In the Iranian context, our results were consistent with those of Ghafari12, who confirmed the model’s accuracy in predicting mortality. However, they contradicted Atashi et al whose study reported suboptimal performance (AUC for mortality = 0.66, sensitivity = 61.88%, specificity = 66.23%).13 The alignment of our study’s AUC for mortality with global research underscores its reliability. Differences observed in complication predictions may be attributed to local population characteristics (e.g., genetic, sociocultural, and economic factors), variations in healthcare quality, and surgeon performance—factors not accounted for by the model. The discrepancy between our findings and Atashi et al’s13 study could stem from sample size, measurement errors, variations in surgical practices, errors in EuroSCORE II calculations, or patient follow-up challenges due to large sample sizes. Our study encountered limitations in fully addressing these influencing factors.

To enhance the model’s applicability, it is recommended that EuroSCORE II be evaluated in larger cohorts over extended periods. Comparative studies incorporating alternative predictive models are also warranted. Furthermore, future research should investigate long-term mortality (e.g., six months to one year post-surgery) using these models. It is crucial to acknowledge that no predictive model can precisely forecast mortality following cardiac surgery. As demonstrated in this study, some patients with low EuroSCORE II values experienced complications or mortality, while others with high scores had uneventful recoveries. This variability underscores the necessity of further research incorporating newer models. With the introduction of EuroSCORE III, further validation and comparison with EuroSCORE II and other models remain imperative. Surgeons should employ EuroSCORE II as a supplementary tool alongside comprehensive patient evaluations when determining the optimal surgical approach.

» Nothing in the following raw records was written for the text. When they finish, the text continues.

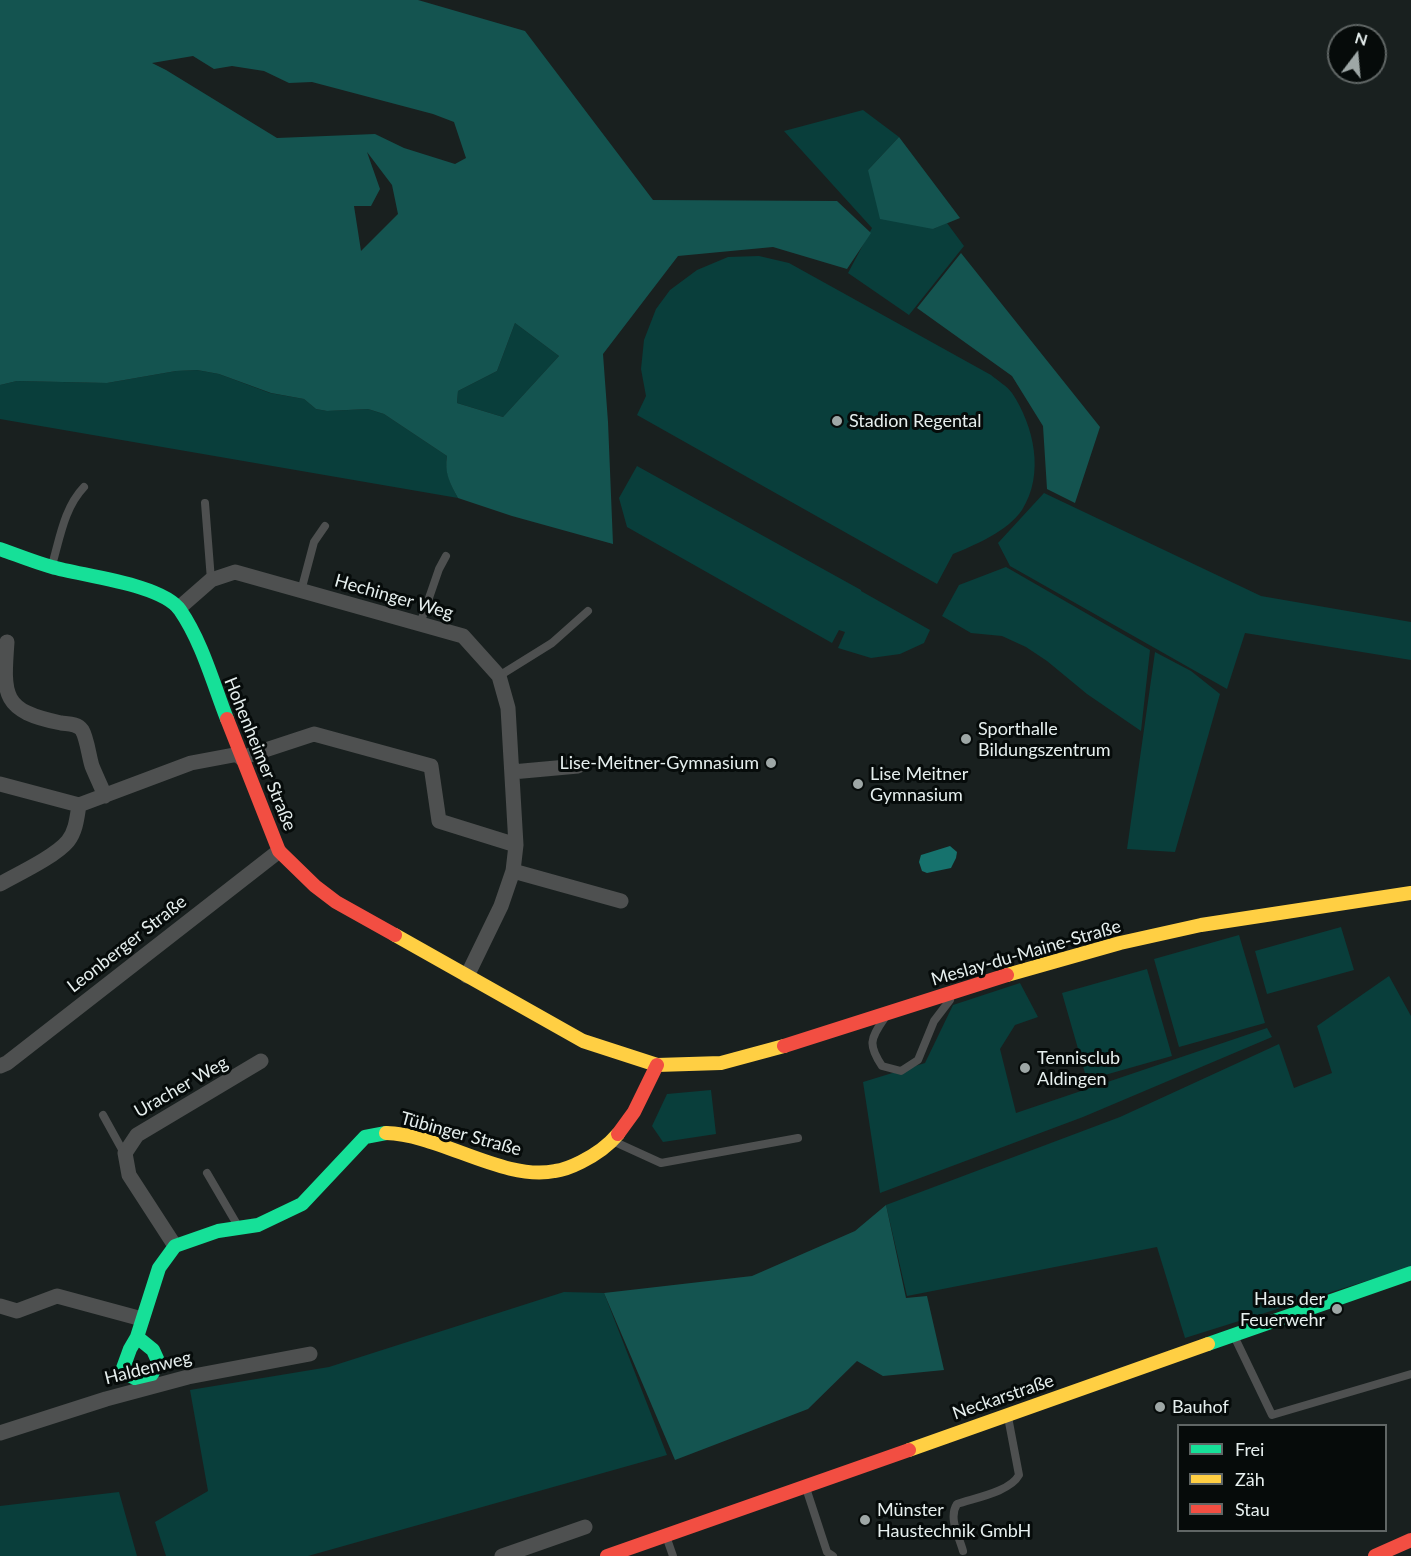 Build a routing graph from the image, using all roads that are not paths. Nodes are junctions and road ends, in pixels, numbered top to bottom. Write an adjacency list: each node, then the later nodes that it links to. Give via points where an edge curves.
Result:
1 (84, 487): 6 (lane, via 71,503)
2 (205, 503): 7 (lane)
3 (325, 526): 8 (lane, via 314,542)
4 (0, 549): 6 (street)
5 (446, 556): 11 (lane)
6 (52, 567): 9 (street, via 146,589)
7 (211, 580): 8 (street, Hechinger Weg, via 235,572); 9 (street, Hechinger Weg)
8 (300, 591): 11 (street, Hechinger Weg)
9 (179, 608): 14 (street, Hohenheimer Straße, via 197,642)
10 (588, 611): 13 (lane, via 552,643)
11 (420, 624): 13 (street, Hechinger Weg, via 463,636)
12 (7, 642): 18 (street, via 4,676 8,697 30,714 74,724 82,730)
13 (499, 675): 16 (street, Hechinger Weg, via 508,708)
14 (240, 756): 18 (street, via 191,763); 20 (street, via 314,734 431,766 439,821); 21 (street, Hohenheimer Straße)
15 (578, 766): 16 (street)
16 (512, 772): 20 (street, Hechinger Weg)
17 (0, 784): 19 (street)
18 (105, 796): 19 (street)
19 (79, 805): 23 (street, via 68,841)
20 (516, 845): 22 (street, Hechinger Weg)
21 (279, 851): 26 (street, Hohenheimer Straße, via 336,902); 31 (street, Leonberger Straße)
22 (513, 871): 25 (street); 26 (street, Hechinger Weg, via 501,906)
23 (0, 884)
24 (1411, 893): 27 (street, Meslay-du-Maine-Straße, via 1178,930)
25 (621, 901)
26 (467, 976): 30 (street, Hohenheimer Straße, via 584,1041)
27 (956, 991): 28 (street, Meslay-du-Maine-Straße); 28 (lane, via 934,1021 918,1060 901,1071 882,1066 872,1050 873,1035)
28 (889, 1013): 30 (street, Meslay-du-Maine-Straße, via 733,1060)
29 (261, 1061): 35 (street, Uracher Weg, via 137,1135)
30 (657, 1065): 34 (street, Tübinger Straße, via 637,1108)
31 (0, 1066)
32 (103, 1115): 35 (lane)
33 (798, 1138): 34 (lane, via 662,1163)
34 (614, 1141): 37 (street, Tübinger Straße, via 590,1159 552,1173 513,1168 400,1132 378,1132 365,1137 302,1204 258,1226)
35 (125, 1153): 38 (street, via 129,1175)
36 (207, 1173): 37 (lane)
37 (239, 1228): 38 (street, Tübinger Straße)
38 (176, 1246): 41 (street, via 159,1268)
39 (1411, 1273): 42 (street, Neckarstraße)
40 (0, 1306): 41 (street, via 17,1311 57,1296)
41 (142, 1319): 43 (street)
42 (1235, 1336): 45 (lane, via 1272,1415); 46 (street, Neckarstraße)
43 (137, 1337)
44 (310, 1354): 47 (street, Haldenweg, via 188,1377)
45 (1411, 1374)
46 (1008, 1416): 48 (street, Neckarstraße); 52 (lane, via 1019,1475 1008,1487 957,1504 952,1516)
47 (0, 1433)
48 (806, 1487): 50 (street, Neckarstraße); 56 (lane, via 827,1552)
49 (585, 1527): 53 (street)
50 (666, 1535): 54 (street, Neckarstraße); 55 (lane)
51 (1411, 1540): 57 (street)
52 (963, 1551)
53 (502, 1556)
54 (606, 1556)
55 (673, 1556)
56 (833, 1556)
57 (1375, 1556) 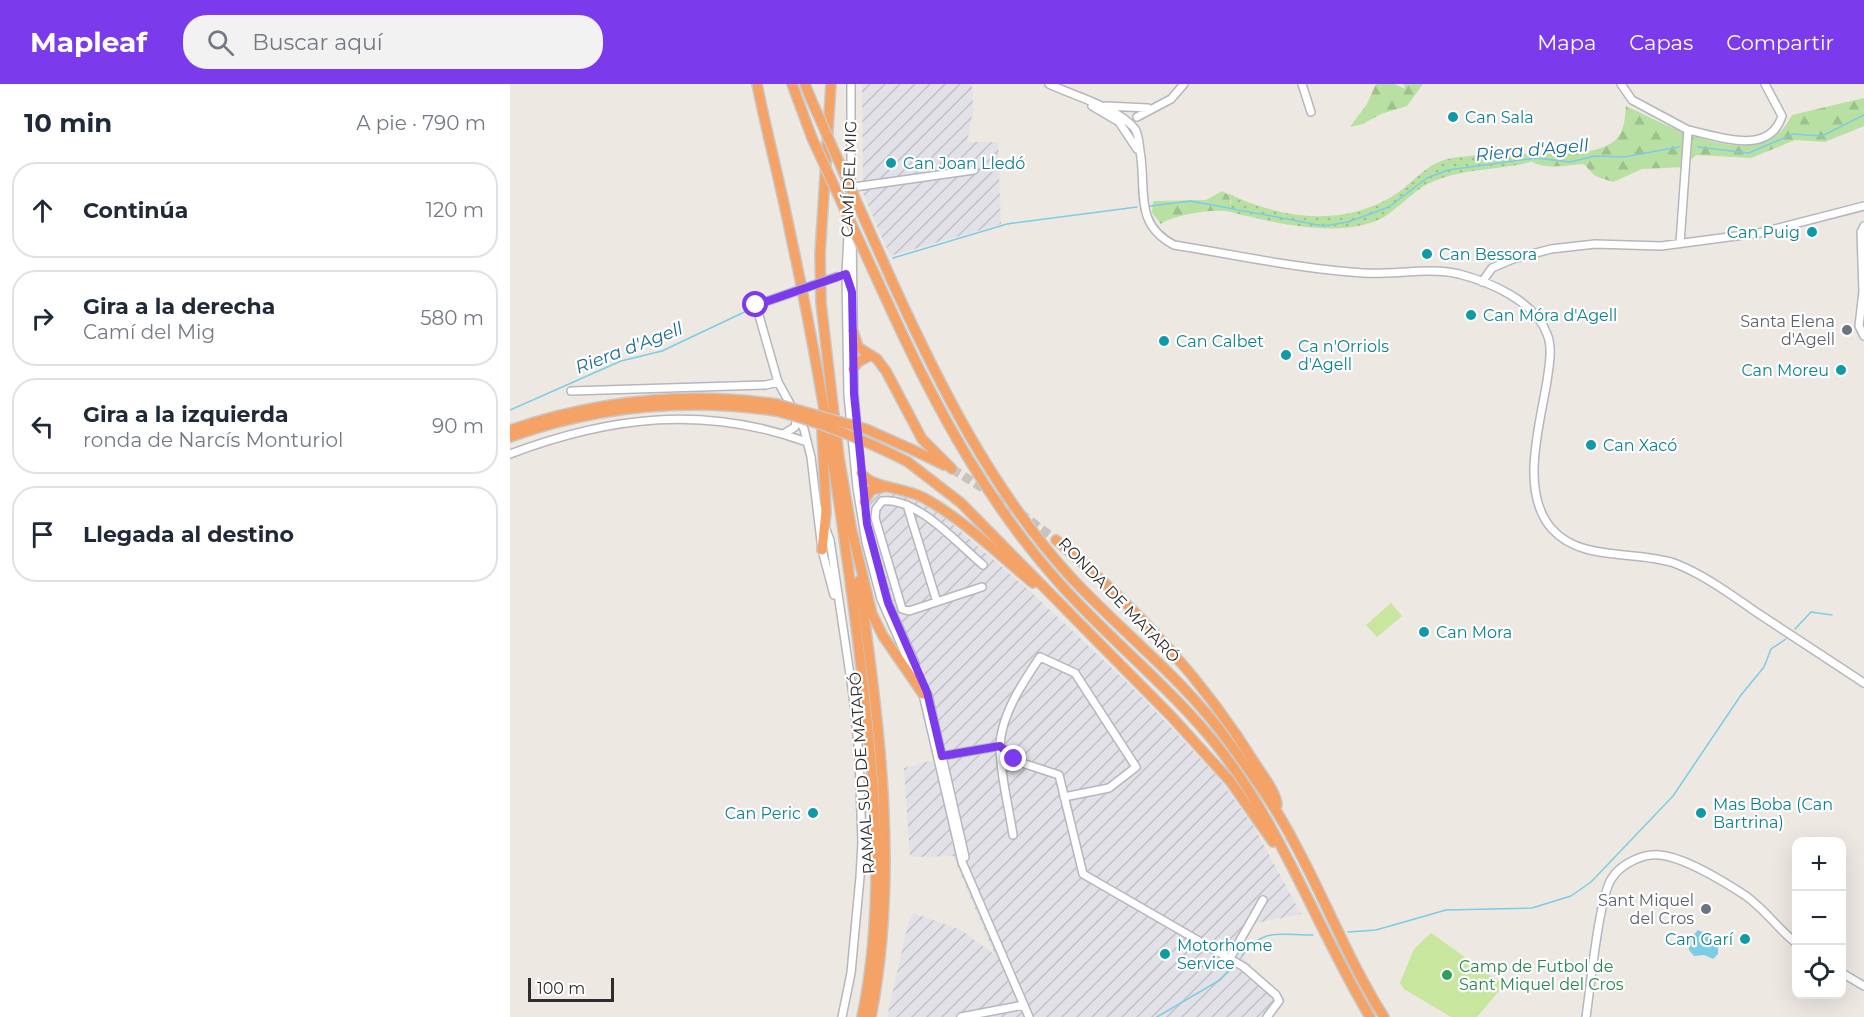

Based on the findings of this study, it is recommended that EuroSCORE II be utilized for all cardiac surgery patients due to its high discriminatory power, sensitivity, and specificity in predicting mortality and major postoperative complications. The model’s alignment with global research further supports its implementation. Preoperatively, EuroSCORE II should be integrated into clinical practice through a standardized assessment form completed by physicians or nurses, with the patient’s score documented in medical or electronic health records. This model can assist in surgical decision-making, patient selection, and risk assessment. However, given the inherent uncertainties associated with predictive models, as highlighted in this study and prior research, surgical decisions should always incorporate a holistic evaluation of multiple factors, including the clinician’s judgment of the patient’s overall condition.


Conclusion

Overall, the EuroSCORE II model appears to be a useful tool for predicting mortality and major complications, particularly respiratory infections, prolonged mechanical ventilation, and renal failure. However, its predictive performance is moderate for complications such as ARDS, prolonged ICU stay, and wound infections, and it is relatively weak in forecasting ICU readmission but it underestimated mortality risk. Therefore, while EuroSCORE II remains a valuable risk stratification tool, integrating additional predictive models or clinical parameters may enhance accuracy for certain postoperative outcomes.


Competing Interests

The authors have declared that they do not have any conflicts of interest.


Ethical Approval

This study was approved by the Research Ethics Committees of Rajaie Cardiovascular Medical and Research Institute (IR.RHC.REC.1400.070).


Acknowledgements

We acknowledge the dedicated treatment team at Rajaie Cardiovascular Institute for their valuable support and contribution to this study. We are also grateful to the patients who participated in this research, as their involvement was essential to the success of this study.